California Supreme Court Justice Announces Retirement; Newsom To Make First Appointment


By Danielle Silva

On January 15, California Supreme Court Justice Ming W. Chin announced he will be stepping down on August 31, which provides Governor Gavin Newsom his first court vacancy to fill.

Justice Chin, 77, has served on the court since 1996 – a total of 25 years. He was appointed by former Governor Pete Wilson, a Republican, and is the first Chinese American and second Asian American to serve on the court.

He was appointed during a time when he was considered a moderate in a conservative court. Now, with the California Supreme Court’s Democratic majority, Chin is considered the most conservative member. Newsom’s first appointee will make the court five out of seven justices appointed by Democrats.

Chin is set to turn 78 on the day of his retirement and “presumably announced it Wednesday to give Newsom plenty of time to vet candidates for his first appointment to the state high court,” stated the LA Times. The SF Chronicle stated Chin is retiring because he wants to “smell the roses” and spend more time with his family.

During his announcement, Chin stated a Court of Appeals judge considered his rulings to be noted for their “clarity and courage.”

In his first year in office, he asked to have a case concerning a state law requiring minors to obtain parents’ consent for abortions a four-majority ruling overturning to be reheard before the decision was made final, leading to the case being overturned with a 4-3 vote.

That same year, the court made a ruling allowing battered woman’s syndrome, or a behavioral condition that experts say afflicts women who are systematically abused, to be considered part of a self-defense claim for murder trials.

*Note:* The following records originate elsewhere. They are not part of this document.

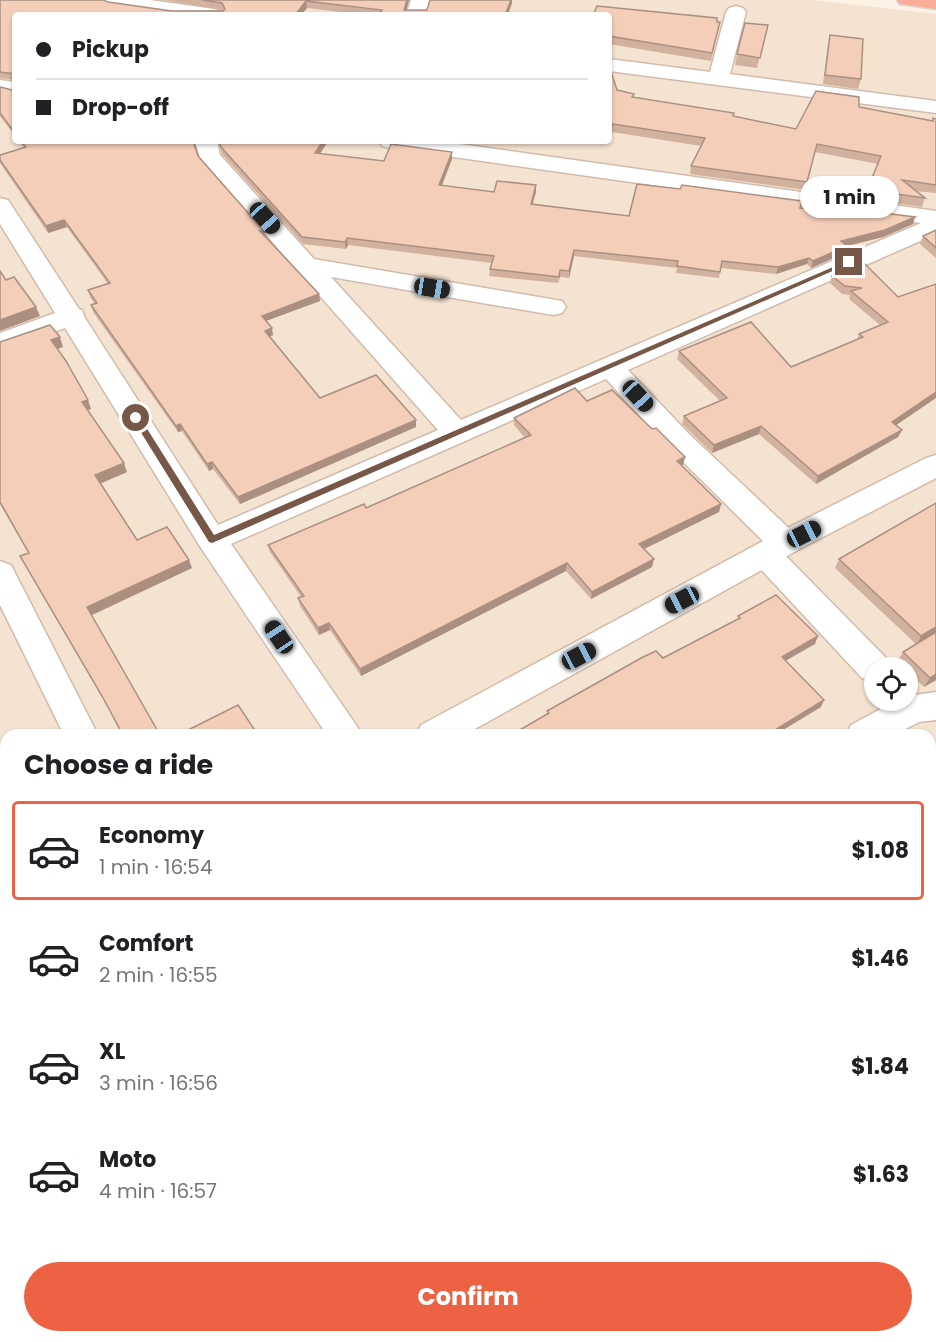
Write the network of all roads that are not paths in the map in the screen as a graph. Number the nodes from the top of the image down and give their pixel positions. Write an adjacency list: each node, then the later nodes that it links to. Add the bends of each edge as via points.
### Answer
1 (110, 0): 4 (street)
2 (908, 0): 3 (highway)
3 (936, 3)
4 (192, 12)
5 (736, 12): 7 (street)
6 (612, 65): 7 (street)
7 (718, 79): 8 (street)
8 (936, 107)
9 (206, 144): 14 (street, via 208,156)
10 (411, 144): 12 (street)
11 (0, 205): 16 (street)
12 (936, 218)
13 (936, 225): 18 (street)
14 (307, 265): 15 (street); 19 (street)
15 (553, 307)
16 (73, 316): 17 (street); 21 (street)
17 (0, 342)
18 (610, 367): 19 (street); 22 (street)
19 (457, 434): 21 (street)
20 (936, 465): 22 (street)
21 (212, 540): 27 (street)
22 (775, 549): 24 (street); 28 (street)
23 (0, 573): 26 (street)
24 (865, 657)
25 (923, 711): 29 (street)
26 (78, 729)
27 (342, 729)
28 (444, 729)
29 (878, 729)

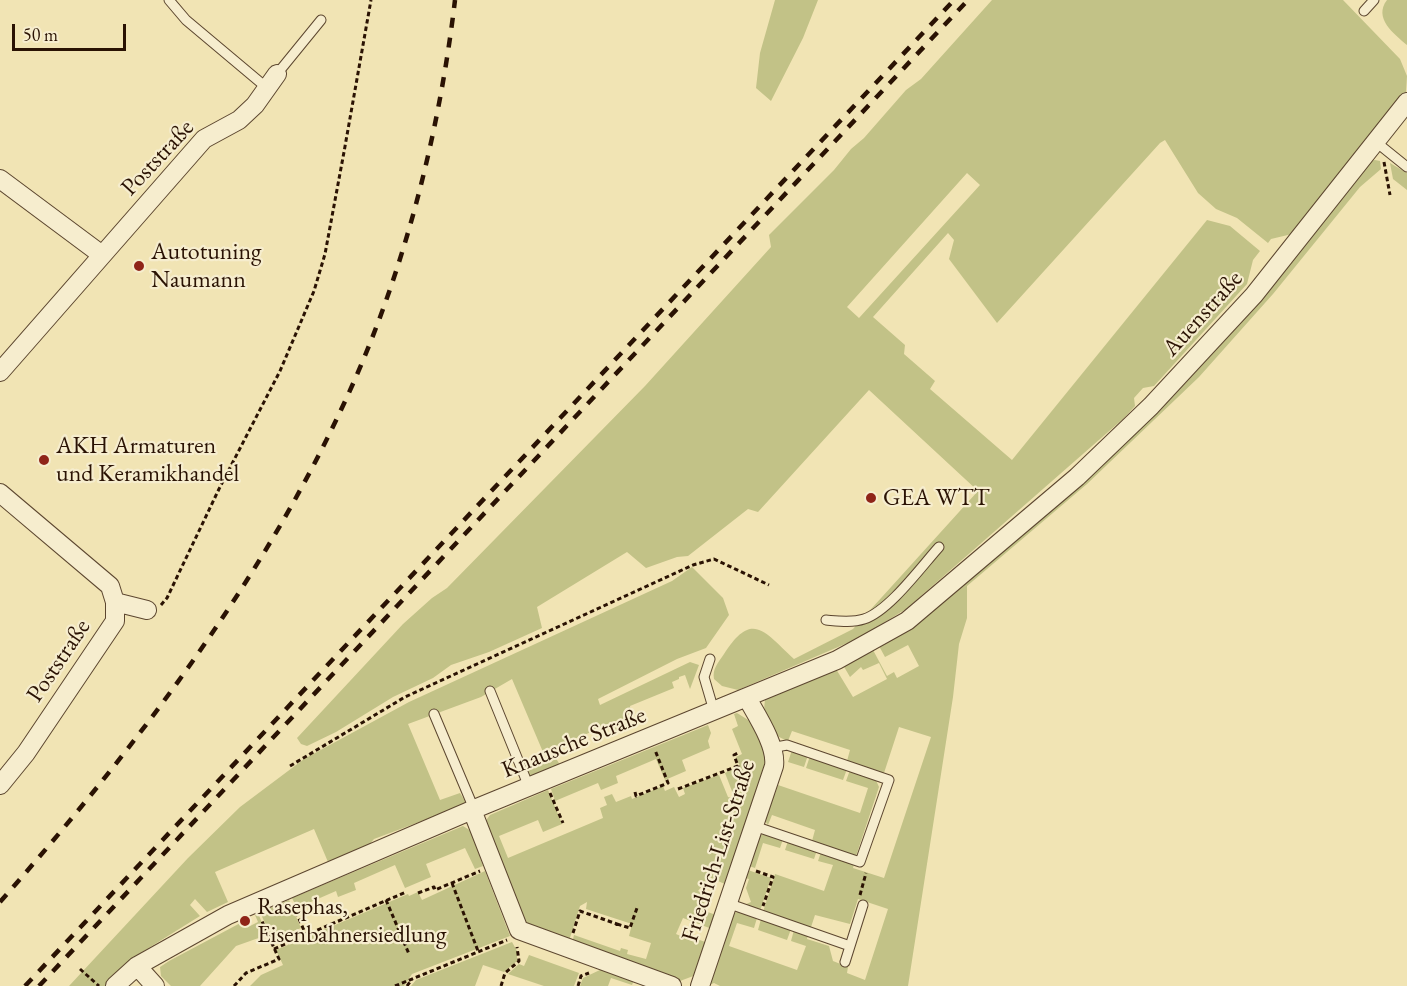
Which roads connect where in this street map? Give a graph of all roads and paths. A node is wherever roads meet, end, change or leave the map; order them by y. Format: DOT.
graph roads {
  1 [pos="169,0"];
  2 [pos="371,0"];
  3 [pos="1374,0"];
  4 [pos="1364,11"];
  5 [pos="321,20"];
  6 [pos="272,81"];
  7 [pos="1407,102"];
  8 [pos="1380,145"];
  9 [pos="1407,168"];
  10 [pos="0,179"];
  11 [pos="1390,195"];
  12 [pos="102,255"];
  13 [pos="0,372"];
  14 [pos="0,493"];
  15 [pos="1011,534"];
  16 [pos="939,547"];
  17 [pos="769,585"];
  18 [pos="115,602"];
  19 [pos="147,610"];
  20 [pos="826,621"];
  21 [pos="710,659"];
  22 [pos="490,691"];
  23 [pos="747,698"];
  24 [pos="714,711"];
  25 [pos="434,714"];
  26 [pos="649,737"];
  27 [pos="771,748"];
  28 [pos="738,753"];
  29 [pos="290,766"];
  30 [pos="537,784"];
  31 [pos="0,785"];
  32 [pos="678,789"];
  33 [pos="634,792"];
  34 [pos="473,810"];
  35 [pos="563,823"];
  36 [pos="754,826"];
  37 [pos="860,862"];
  38 [pos="493,866"];
  39 [pos="740,866"];
  40 [pos="452,883"];
  41 [pos="287,889"];
  42 [pos="406,891"];
  43 [pos="418,893"];
  44 [pos="385,899"];
  45 [pos="727,903"];
  46 [pos="255,904"];
  47 [pos="863,905"];
  48 [pos="637,908"];
  49 [pos="760,915"];
  50 [pos="325,920"];
  51 [pos="327,925"];
  52 [pos="519,930"];
  53 [pos="306,935"];
  54 [pos="850,946"];
  55 [pos="274,949"];
  56 [pos="568,949"];
  57 [pos="478,951"];
  58 [pos="409,954"];
  59 [pos="520,959"];
  60 [pos="845,962"];
  61 [pos="137,966"];
  62 [pos="80,969"];
  63 [pos="581,976"];
  64 [pos="413,978"];
  65 [pos="99,986"];
  66 [pos="115,986"];
  67 [pos="155,986"];
  68 [pos="234,986"];
  69 [pos="395,986"];
  70 [pos="407,986"];
  71 [pos="501,986"];
  72 [pos="578,986"];
  73 [pos="672,986"];
  74 [pos="700,986"];
  1 -- 6 [label="lane"];
  2 -- 19 [label="path"];
  3 -- 4 [label="lane"];
  5 -- 6 [label="lane"];
  6 -- 12 [label="street, Poststraße"];
  7 -- 8 [label="street, Auenstraße"];
  8 -- 9 [label="lane"];
  8 -- 11 [label="path"];
  8 -- 15 [label="street, Auenstraße"];
  10 -- 12 [label="street"];
  12 -- 13 [label="street, Poststraße"];
  14 -- 18 [label="street, Poststraße"];
  15 -- 23 [label="street, Knausche Straße"];
  16 -- 20 [label="lane"];
  17 -- 29 [label="path"];
  18 -- 19 [label="street"];
  18 -- 31 [label="street, Poststraße"];
  21 -- 24 [label="lane"];
  22 -- 30 [label="lane"];
  23 -- 24 [label="street, Knausche Straße"];
  23 -- 27 [label="street, Friedrich-List-Straße"];
  24 -- 26 [label="street, Knausche Straße"];
  25 -- 34 [label="lane"];
  26 -- 30 [label="street, Knausche Straße"];
  26 -- 33 [label="path"];
  27 -- 36 [label="street, Friedrich-List-Straße"];
  27 -- 37 [label="lane"];
  28 -- 32 [label="path"];
  30 -- 34 [label="street, Knausche Straße"];
  30 -- 35 [label="path"];
  34 -- 38 [label="street"];
  34 -- 41 [label="street, Knausche Straße"];
  36 -- 37 [label="lane"];
  36 -- 39 [label="street, Friedrich-List-Straße"];
  37 -- 47 [label="path"];
  38 -- 40 [label="path"];
  38 -- 52 [label="street"];
  39 -- 45 [label="street, Friedrich-List-Straße"];
  39 -- 49 [label="path"];
  40 -- 43 [label="path"];
  40 -- 57 [label="path"];
  41 -- 46 [label="street, Knausche Straße"];
  41 -- 53 [label="path"];
  42 -- 44 [label="path"];
  44 -- 51 [label="path"];
  44 -- 58 [label="path"];
  45 -- 49 [label="lane"];
  45 -- 74 [label="street, Friedrich-List-Straße"];
  46 -- 55 [label="path"];
  46 -- 61 [label="street, Knausche Straße"];
  47 -- 54 [label="lane"];
  48 -- 56 [label="path"];
  49 -- 54 [label="lane"];
  50 -- 51 [label="path"];
  51 -- 53 [label="path"];
  52 -- 56 [label="street"];
  52 -- 57 [label="path"];
  53 -- 55 [label="path"];
  54 -- 60 [label="lane"];
  55 -- 68 [label="path"];
  56 -- 73 [label="street"];
  57 -- 64 [label="path"];
  59 -- 71 [label="path"];
  61 -- 66 [label="street, Knausche Straße"];
  61 -- 67 [label="street"];
  62 -- 65 [label="path"];
  63 -- 72 [label="path"];
  64 -- 69 [label="path"];
  64 -- 70 [label="path"];
}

He hopes this to be one case he is remembered for.

In 2001, Chin wrote a court decision stating gun manufacturers weren’t liable for negligence even if their weapons were used in a crime.

Chin has also been noted for rulings that are considered more conservative.

In 2008, he dissented with two other jurors on overturning California’s same-sex ban, stating it was for the electorate and Legislature to decide. In 2011, he wrote the 5-2 decision allowing police officers to search arrestees’ cell phones without a warrant.

In 2014, Chin was the lone dissenter in a ruling that said the public has the right to learn the names of police officers involved in shootings unless there was evidence that disclosure would endanger the officer – he stated the ruling would reveal, “potentially incendiary information.”

Chin is also considered the court’s most expert justice on forensic evidence and, according to the SF Chronicle, “at the request of the National Institute of Justice, he led a working group that drafted an online training program for judges in science-related cases.”

He was called by the LA Times “a pioneer because of his ethnicity… [being] active in groups designed to overcome ethnic prejudice.”

In his judgeship application in 1989, Chin wrote, “I am very proud to have opened some doors for others of my ancestry, but I will be most proud when it is no longer unusual for minorities to hold the kinds of positions in which I have had the privilege to serve.”

He was the youngest of eight children to Chinese immigrants and grew up working on a potato farm. Chin later fought in the Vietnam War and earned a Bronze Star.

The court justice received his law degree from the University of San Francisco and worked as a prosecutor in Alameda County before being appointed to court judge, followed by San Francisco’s Court of Appeals, and then later appointed in 1995. He was confirmed in 1996.

Of the potential appointees, the LA Times notes, “Court of Appeal Justice Therese Stewart, one of the legal leaders in the fight for same-sex marriage.” Stewart had defended the 2004 decision to defy the marriage ban and wrote legal acumen cited in the decision against the ban.

In 2014, Stewart was appointed by former Gov. Jerry Brown on a San Francisco-based court of appeal. If she is appointed, Steward would be the court’s first openly gay justice.